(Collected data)
= = = =

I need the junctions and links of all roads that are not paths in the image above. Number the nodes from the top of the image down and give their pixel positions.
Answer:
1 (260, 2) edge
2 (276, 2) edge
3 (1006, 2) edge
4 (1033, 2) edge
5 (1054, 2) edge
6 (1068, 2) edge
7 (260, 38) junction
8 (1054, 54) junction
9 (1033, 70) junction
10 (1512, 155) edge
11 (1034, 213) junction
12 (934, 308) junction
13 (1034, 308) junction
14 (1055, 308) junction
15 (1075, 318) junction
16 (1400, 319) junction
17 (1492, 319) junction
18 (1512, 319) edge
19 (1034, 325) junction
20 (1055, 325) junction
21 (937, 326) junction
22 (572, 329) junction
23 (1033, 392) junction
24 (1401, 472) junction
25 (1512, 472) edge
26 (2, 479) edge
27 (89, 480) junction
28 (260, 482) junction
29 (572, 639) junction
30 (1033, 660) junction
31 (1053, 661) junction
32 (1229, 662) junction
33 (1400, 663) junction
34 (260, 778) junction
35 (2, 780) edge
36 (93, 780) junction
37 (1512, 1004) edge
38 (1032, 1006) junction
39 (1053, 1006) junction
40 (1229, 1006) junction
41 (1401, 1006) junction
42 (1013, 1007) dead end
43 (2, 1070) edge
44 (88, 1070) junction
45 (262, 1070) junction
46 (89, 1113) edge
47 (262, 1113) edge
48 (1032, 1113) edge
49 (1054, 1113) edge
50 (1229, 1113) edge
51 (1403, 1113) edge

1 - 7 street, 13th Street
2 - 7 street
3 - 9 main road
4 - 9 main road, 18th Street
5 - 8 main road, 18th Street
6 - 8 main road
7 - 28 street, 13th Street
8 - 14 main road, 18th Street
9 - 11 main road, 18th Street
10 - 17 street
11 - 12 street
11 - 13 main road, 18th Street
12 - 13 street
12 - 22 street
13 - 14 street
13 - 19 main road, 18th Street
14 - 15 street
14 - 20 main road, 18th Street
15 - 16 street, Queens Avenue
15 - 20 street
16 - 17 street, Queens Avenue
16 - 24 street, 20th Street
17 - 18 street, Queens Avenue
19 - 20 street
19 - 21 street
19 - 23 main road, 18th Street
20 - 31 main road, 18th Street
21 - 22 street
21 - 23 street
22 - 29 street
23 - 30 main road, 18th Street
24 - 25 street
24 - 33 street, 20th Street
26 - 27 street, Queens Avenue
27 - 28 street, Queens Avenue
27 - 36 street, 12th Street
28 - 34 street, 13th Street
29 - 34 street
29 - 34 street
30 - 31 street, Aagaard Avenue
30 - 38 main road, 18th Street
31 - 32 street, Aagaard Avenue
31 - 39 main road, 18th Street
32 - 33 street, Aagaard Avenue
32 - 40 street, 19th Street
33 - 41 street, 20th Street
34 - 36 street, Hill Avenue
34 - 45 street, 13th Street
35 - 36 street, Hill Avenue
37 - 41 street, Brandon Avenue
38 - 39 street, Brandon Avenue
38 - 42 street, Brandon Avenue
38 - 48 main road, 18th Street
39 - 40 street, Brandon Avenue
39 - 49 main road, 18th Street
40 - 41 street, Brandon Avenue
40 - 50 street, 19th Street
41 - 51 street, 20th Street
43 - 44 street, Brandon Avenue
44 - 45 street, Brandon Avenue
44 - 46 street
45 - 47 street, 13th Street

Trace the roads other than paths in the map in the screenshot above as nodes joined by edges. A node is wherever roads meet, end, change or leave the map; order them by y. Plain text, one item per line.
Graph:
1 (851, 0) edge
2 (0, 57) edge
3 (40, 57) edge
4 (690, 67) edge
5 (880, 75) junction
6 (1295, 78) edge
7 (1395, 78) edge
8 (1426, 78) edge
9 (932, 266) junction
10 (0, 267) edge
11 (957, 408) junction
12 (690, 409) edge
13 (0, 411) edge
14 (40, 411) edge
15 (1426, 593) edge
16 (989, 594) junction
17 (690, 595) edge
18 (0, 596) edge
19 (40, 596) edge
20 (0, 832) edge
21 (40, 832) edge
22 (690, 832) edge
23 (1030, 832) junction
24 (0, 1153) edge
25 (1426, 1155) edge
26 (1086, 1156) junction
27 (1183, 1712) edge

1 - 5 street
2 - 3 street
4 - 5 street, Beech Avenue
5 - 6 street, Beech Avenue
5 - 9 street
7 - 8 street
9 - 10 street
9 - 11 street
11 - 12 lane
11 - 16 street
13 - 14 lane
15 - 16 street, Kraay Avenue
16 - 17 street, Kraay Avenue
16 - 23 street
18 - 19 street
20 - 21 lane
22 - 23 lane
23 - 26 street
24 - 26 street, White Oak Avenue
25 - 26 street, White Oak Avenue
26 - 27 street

= = = =

*TASK ITEM*: Which of the lines above carry the string "Brandon"? Copy every one.

*SOLUTION BELOW*:
37 - 41 street, Brandon Avenue
38 - 39 street, Brandon Avenue
38 - 42 street, Brandon Avenue
39 - 40 street, Brandon Avenue
40 - 41 street, Brandon Avenue
43 - 44 street, Brandon Avenue
44 - 45 street, Brandon Avenue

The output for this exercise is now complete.